After Daniel left him, Robert drummed his fingers on the table. Their waitress came by. “Mr. Marston, can I get you another?”

He looked up. The young woman looked vaguely familiar. She was slim, with a face that appeared a bit worn and prematurely lined, but she had nice eyes, warm eyes.

“Do I know you?” he asked politely.

“Not really, not as I am now.”

“Well, that’s an interesting answer. How do you know my name?”

“I asked if anyone knew who you were the minute you came in.”

“Oh?”

She nodded. “You gave me money when I was about as low as I could get.” She bit her lip. “Cocaine. I had a baby, hit the streets, worked the streets, picked up a drug habit, then got too ugly even to support it. The night you gave me the money, you said you’d like to have a kid one day, too, and you gave me another twenty and…I realized I was lucky, incredibly lucky, to have such a wonderful, healthy little girl. So I went home. And my folks took us both in. My dad is an old customer here, so he got me the job.”

“Wow,” he murmured, studying her. “Good for you. Damn good for you.”

“I’d never have done it without you.”

“I think that’s a bit too—”

“I’m not trying to embarrass you or anything. I’m just trying to thank you. Accept my thanks graciously, okay?”

He laughed. “Okay. You’re welcome. And in return, may I tell you, if I’ve improved your life, you might well be my greatest accomplishment.”

She flushed. “Well, I don’t know about that. I hear you’re a pretty important man. But if I can ever do anything for you…”

“I’ll let you know. Thanks.”

“The next beer is on me.”

“Thank you.”

“Here comes your friend. Excuse me.”

She left the table as Daniel returned, but before he slid into the booth, he hesitated, glancing out the window.

“Well, look who’s here,” he murmured.

Robert half rose, twisting around. Jillian was coming into the pub, followed by Connie Murphy.

“Hey, cuz!” Daniel said, summoning them.

The two women had been talking as they entered, and Robert noticed that Daniel had startled Jillian. For a moment, as she glanced their way, her expression was unmasked.

She was disturbed that they were there. Had she come here with a purpose in mind, and were they about to destroy it?

She quickly masked her surprise and walked over to them, Connie in tow.

“Sit, ladies, I’ll buy you a beer,” Daniel said.

Connie slid in next to Daniel, leaving Jillian no choice but to sit next to Robert. She still seemed uncomfortable around him, he noticed, though pleasant. Courteous but cool—was that how she’d decided to behave around him?

“I’ll have a Guinness,” Connie said. “Though I think dark beer makes you fatter.”

“Fatter than what?” Daniel queried.

“Well, fatter than whatever you were,” Connie told him.

The waitress came up behind them with a full tray. She had seen the two women enter, and there were four glasses of Guinness on her tray.

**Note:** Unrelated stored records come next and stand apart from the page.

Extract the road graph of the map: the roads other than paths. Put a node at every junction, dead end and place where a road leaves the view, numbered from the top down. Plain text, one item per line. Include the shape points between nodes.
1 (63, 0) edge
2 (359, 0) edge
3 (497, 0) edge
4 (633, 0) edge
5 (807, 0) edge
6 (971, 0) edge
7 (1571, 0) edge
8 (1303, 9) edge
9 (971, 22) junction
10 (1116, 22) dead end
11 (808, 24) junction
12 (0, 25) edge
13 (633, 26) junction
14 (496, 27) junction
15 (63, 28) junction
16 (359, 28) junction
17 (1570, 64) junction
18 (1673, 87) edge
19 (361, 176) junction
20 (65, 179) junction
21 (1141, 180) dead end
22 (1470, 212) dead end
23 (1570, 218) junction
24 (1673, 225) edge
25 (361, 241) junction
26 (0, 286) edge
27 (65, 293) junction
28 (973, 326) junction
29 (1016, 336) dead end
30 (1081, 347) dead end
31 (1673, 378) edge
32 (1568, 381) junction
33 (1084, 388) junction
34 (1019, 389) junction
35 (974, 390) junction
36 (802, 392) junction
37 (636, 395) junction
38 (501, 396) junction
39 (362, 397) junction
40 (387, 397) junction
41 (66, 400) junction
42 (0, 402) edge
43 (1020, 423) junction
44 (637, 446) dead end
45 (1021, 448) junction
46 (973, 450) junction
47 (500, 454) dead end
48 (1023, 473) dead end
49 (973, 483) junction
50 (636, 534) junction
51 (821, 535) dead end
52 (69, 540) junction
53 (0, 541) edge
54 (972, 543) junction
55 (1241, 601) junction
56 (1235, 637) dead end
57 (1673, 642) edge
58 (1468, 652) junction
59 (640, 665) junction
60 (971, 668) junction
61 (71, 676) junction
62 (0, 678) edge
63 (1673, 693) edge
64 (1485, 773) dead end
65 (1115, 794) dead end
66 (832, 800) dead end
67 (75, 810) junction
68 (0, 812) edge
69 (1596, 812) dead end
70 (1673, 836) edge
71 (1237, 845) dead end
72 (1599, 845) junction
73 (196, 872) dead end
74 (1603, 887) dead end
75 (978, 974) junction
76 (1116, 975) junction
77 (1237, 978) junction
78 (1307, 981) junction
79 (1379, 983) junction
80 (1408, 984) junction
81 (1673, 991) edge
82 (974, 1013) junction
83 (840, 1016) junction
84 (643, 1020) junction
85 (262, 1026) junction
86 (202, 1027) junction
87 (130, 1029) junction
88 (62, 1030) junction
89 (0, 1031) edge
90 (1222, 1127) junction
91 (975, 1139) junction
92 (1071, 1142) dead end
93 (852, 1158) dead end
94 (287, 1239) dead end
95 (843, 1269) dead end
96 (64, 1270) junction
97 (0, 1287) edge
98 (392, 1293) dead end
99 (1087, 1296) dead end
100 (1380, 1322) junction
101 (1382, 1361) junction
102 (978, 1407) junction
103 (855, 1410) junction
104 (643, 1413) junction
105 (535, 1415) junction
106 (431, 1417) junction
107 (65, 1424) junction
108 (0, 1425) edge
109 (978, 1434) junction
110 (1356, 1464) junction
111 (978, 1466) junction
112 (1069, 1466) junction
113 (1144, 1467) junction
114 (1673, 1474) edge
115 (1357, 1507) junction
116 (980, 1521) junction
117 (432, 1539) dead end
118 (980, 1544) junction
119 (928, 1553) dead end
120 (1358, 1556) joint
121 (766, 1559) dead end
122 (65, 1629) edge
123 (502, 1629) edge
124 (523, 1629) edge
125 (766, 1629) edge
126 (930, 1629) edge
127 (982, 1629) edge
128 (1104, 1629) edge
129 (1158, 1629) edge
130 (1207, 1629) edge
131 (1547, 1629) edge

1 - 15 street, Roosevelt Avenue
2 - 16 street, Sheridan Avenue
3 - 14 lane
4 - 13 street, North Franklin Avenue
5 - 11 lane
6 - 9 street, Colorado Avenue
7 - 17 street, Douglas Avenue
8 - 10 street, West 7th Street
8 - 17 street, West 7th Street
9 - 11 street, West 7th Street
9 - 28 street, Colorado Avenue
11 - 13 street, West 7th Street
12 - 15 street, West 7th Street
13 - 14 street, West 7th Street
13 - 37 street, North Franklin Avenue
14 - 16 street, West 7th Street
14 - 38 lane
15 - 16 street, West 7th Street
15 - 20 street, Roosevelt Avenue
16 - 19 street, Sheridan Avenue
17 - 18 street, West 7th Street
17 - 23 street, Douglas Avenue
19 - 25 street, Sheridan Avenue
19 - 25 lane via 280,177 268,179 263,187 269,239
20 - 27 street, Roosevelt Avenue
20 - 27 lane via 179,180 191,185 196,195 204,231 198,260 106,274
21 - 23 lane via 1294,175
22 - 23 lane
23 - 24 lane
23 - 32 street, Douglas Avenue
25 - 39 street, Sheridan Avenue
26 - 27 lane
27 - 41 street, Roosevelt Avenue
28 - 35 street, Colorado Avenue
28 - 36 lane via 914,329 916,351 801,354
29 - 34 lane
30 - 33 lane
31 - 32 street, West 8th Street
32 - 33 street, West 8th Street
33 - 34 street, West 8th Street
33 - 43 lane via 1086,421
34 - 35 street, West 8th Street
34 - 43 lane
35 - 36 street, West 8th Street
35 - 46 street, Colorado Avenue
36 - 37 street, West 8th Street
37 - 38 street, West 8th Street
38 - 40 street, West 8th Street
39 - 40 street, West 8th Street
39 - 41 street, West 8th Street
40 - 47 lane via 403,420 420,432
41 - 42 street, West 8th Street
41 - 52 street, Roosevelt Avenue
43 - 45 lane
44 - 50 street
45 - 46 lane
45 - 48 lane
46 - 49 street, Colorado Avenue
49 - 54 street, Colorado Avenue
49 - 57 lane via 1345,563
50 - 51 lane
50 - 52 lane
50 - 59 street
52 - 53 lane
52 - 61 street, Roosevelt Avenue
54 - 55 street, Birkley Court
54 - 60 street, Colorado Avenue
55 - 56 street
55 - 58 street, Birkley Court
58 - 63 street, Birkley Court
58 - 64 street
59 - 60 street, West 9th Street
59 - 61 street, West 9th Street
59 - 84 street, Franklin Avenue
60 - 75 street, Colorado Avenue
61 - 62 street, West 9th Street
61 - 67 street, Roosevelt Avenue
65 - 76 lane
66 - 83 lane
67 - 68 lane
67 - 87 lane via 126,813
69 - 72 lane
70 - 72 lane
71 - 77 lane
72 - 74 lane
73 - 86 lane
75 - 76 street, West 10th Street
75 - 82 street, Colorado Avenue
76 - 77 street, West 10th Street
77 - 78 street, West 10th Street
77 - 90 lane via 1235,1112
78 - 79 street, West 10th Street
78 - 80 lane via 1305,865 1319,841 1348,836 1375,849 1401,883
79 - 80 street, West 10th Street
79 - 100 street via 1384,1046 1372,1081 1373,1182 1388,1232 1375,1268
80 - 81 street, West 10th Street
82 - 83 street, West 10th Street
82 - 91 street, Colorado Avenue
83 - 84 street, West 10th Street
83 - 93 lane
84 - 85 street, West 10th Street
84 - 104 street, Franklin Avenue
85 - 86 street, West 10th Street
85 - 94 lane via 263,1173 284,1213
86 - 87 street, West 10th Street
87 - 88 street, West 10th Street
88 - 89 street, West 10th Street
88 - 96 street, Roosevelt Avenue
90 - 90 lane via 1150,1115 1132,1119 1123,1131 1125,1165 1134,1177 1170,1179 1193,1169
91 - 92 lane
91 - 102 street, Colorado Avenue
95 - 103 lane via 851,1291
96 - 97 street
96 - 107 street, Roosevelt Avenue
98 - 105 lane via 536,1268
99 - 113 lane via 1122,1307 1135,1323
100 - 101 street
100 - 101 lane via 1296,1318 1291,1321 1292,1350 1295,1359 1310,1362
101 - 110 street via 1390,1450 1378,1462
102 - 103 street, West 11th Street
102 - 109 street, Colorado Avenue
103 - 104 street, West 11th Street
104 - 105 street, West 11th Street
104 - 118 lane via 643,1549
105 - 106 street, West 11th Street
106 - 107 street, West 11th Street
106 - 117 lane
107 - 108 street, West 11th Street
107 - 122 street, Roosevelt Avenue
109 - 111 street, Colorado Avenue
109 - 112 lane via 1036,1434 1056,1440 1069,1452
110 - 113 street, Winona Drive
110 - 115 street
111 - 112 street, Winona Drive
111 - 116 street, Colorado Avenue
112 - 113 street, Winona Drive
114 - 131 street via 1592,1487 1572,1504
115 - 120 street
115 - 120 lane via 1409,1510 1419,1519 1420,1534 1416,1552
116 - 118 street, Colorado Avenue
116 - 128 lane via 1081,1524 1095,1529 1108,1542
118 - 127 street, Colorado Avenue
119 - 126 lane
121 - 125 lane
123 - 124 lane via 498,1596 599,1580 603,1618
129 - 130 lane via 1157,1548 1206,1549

“All on the house,” she said sweetly, setting the glasses down.

“Thanks,” Jillian said. “And to what do we owe—”

“Just a thank-you for your patronage,” the waitress interrupted cheerfully. “We’re always happy to serve the Llewellyn family here.”

“Well, thank you,” Jillian murmured. “Thank you very much.” Her words were genuine. Robert noticed her eyes when she spoke, and the beautiful flecks of pure emerald in them. Her features were all but flawless. She really was a striking woman.

She didn’t notice his perusal, just sipped her beer, seeming to eye it suspiciously.

The waitress had walked away. Daniel was telling Connie to remind her husband about the meeting they were having with some buyers the next morning.

“I don’t think it’s really that evil,” Robert told Jillian.

She almost jumped, apparently startled that he was watching her. “Evil?”

“You’re staring at your beer as if you think it might bite.”

She flushed and smiled. “No, but I had two…maybe three last night. Then a fortune-teller spooked me, and I passed out and later had nightmares. I’d actually been thinking of something a bit lighter for this evening.”

“Then, we’ll get you something lighter.”

“Oh, no, it’s all right. I don’t think the beer…”

“That the beer caused the situation?”

“I wish it had,” she murmured.

“Do you think I’m evil, then?”

“No, of course not,” she protested, flushing more furiously.

He glanced across the table. Daniel and Connie were still deep in conversation.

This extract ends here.